The Effect of Ketamine and Fentanyl on the Incidence of Emergence Agitation after Sevoflurane Anesthesia in Children undergoing Tonsillectomy.
10.4097/kjae.2005.49.4.502
- Author:
Hyun Jeong KWAK
1
;
Jong Yeop KIM
;
Jae Hyung KIM
;
Yeui Seok KIM
;
Sung Yong PARK
Author Information
1. Department of Anesthesiology and Pain Medicine, Gil Medical Center, Gachon Medical School, Incheon, Korea.
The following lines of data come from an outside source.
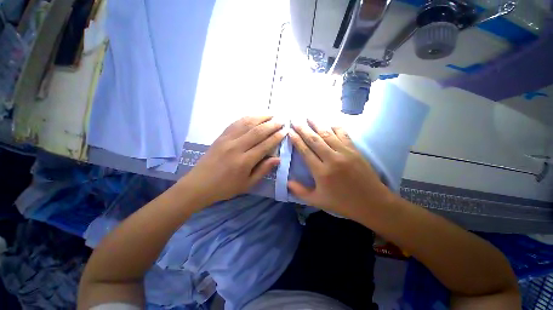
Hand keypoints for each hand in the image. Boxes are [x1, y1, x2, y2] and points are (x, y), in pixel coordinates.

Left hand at [179, 116, 285, 207]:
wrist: (199, 184)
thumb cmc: (226, 187)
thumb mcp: (247, 184)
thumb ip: (263, 170)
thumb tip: (278, 159)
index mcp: (244, 161)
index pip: (265, 145)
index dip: (276, 137)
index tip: (285, 131)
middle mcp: (236, 147)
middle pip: (258, 132)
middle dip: (272, 125)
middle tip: (281, 121)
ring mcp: (227, 140)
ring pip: (247, 124)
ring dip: (260, 118)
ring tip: (271, 115)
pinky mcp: (221, 136)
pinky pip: (235, 123)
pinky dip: (246, 118)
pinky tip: (254, 116)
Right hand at [288, 120, 395, 219]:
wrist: (372, 202)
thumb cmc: (342, 203)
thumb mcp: (318, 201)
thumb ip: (300, 191)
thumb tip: (287, 182)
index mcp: (321, 172)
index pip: (305, 151)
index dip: (296, 140)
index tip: (290, 131)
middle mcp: (332, 159)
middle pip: (314, 140)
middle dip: (303, 129)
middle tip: (295, 120)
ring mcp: (345, 153)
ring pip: (327, 134)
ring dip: (317, 124)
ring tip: (309, 116)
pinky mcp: (354, 151)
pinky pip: (343, 135)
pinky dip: (336, 127)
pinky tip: (330, 122)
- Publication Type:Original Article ; Randomized Controlled Trial
- Keywords:
emergence agitation;
fentanyl;
ketamine;
sevoflurane
- MeSH:
Analgesia;
Anesthesia*;
Child*;
Dihydroergotamine*;
Fentanyl*;
Humans;
Incidence*;
Ketamine*;
Ketorolac;
Tonsillectomy*;
Vomiting
- From:Korean Journal of Anesthesiology
2005;49(4):502-506
- CountryRepublic of Korea
- Language:Korean
-
Abstract:
BACKGROUND: Sevoflurane anesthesia is associated with emergence agitation in children. This study examined the effect of a single intraoperative dose of ketamine and fentanyl on emergence agitation in children undergoing an adenotonsillectomy. METHODS: Ninety children, 3-10 years old, undergoing an adenotonsillectomy were enrolled in this study. The patients were randomly assigned to receive either normal saline (control group), ketamine 1 mg/kg (group K), or fentanyl 1microgram/kg (group F) after inducing anesthesia. Ketorolac 0.5 mg/kg was used for postoperative analgesia, and the anesthesia was maintained with sevoflurane. The recovery characteristics, including the time to extubation, the discharge time from the PACU, agitation, pain, and vomiting were assessed. RESULTS: There were no significant differences between the three groups regarding the time to extubation and discharge from the PACU. The incidence of emergence agitation in the control group, group K, and group F was 46.7%, 13.3%, and 33.3%, respectively. The incidence of emergence agitation and the pain score were significantly lower in group K than in the control group (P<0.05). The incidence of vomiting was similar in the three groups. CONCLUSIONS: Children undergoing tonsillectomy with sevoflurane and 1 mg/kg of ketamine given after induction had a reduced incidence of emergence agitation without a delay in recovery. However 1microgram/kg of fentanyl had no effect on the incidence of emergence agitation.